TASK:
Across the entries below, how many lines include the word "street"? Reply with only the number.

[Records from a collection]
>>

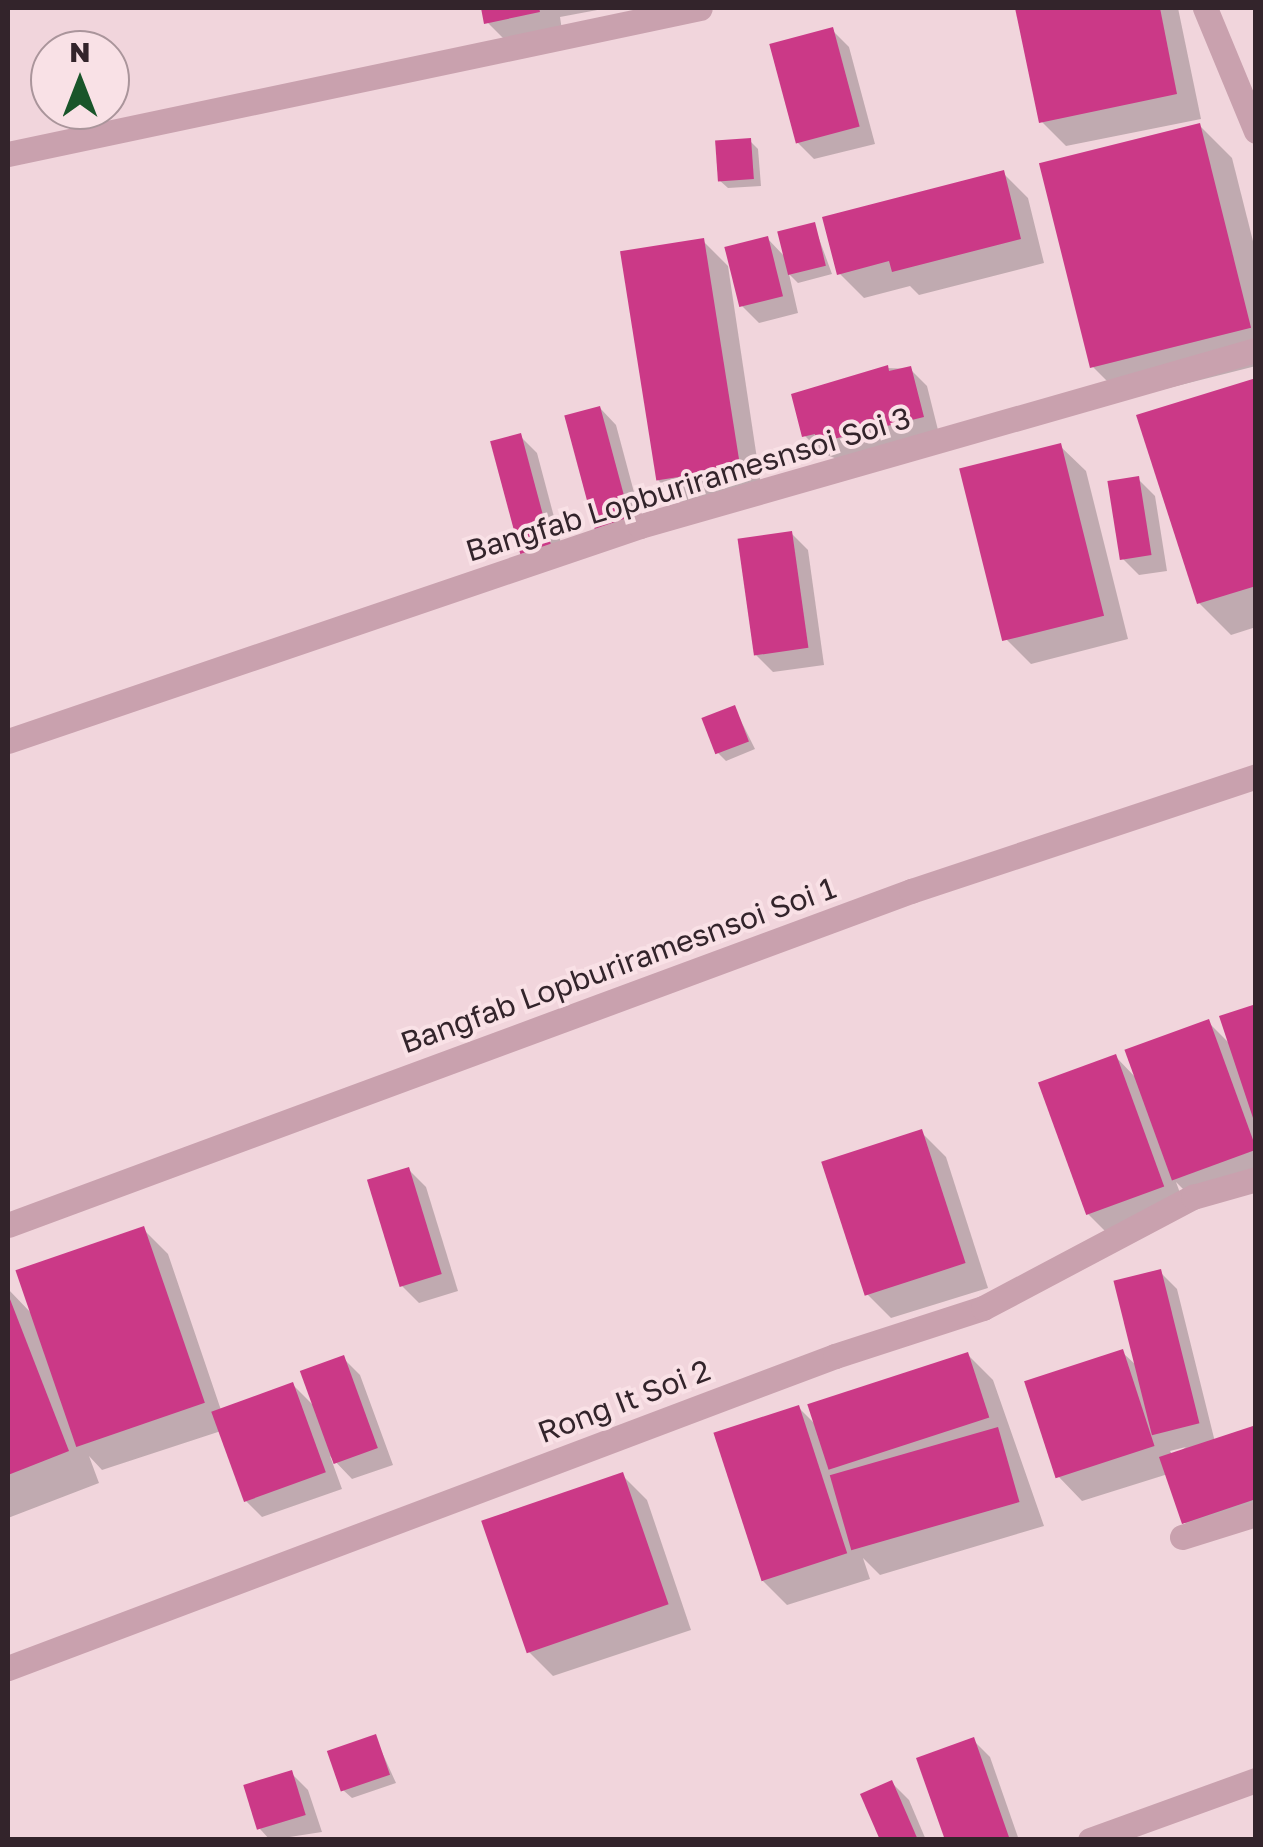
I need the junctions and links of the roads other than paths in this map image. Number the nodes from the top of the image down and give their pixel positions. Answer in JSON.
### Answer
{"nodes":[{"id":1,"x":700,"y":8,"type":"edge"},
{"id":2,"x":1206,"y":8,"type":"edge"},
{"id":3,"x":1256,"y":132,"type":"edge"},
{"id":4,"x":8,"y":154,"type":"edge"},
{"id":5,"x":1256,"y":350,"type":"edge"},
{"id":6,"x":8,"y":741,"type":"edge"},
{"id":7,"x":1256,"y":776,"type":"edge"},
{"id":8,"x":1256,"y":1178,"type":"edge"},
{"id":9,"x":8,"y":1225,"type":"edge"},
{"id":10,"x":1256,"y":1514,"type":"edge"},
{"id":11,"x":1182,"y":1538,"type":"dead end"},
{"id":12,"x":8,"y":1668,"type":"edge"},
{"id":13,"x":1256,"y":1780,"type":"edge"},
{"id":14,"x":1090,"y":1840,"type":"edge"}],
"edges":[{"from":1,"to":4,"type":"street"},
{"from":2,"to":3,"type":"street"},
{"from":5,"to":6,"type":"street","name":"Bangfab Lopburiramesnsoi Soi 3"},
{"from":7,"to":9,"type":"street","name":"Bangfab Lopburiramesnsoi Soi 1"},
{"from":8,"to":12,"type":"street","name":"Rong It Soi 2"},
{"from":10,"to":11,"type":"street"},
{"from":13,"to":14,"type":"street"}]}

<<

OUTPUT BELOW:
7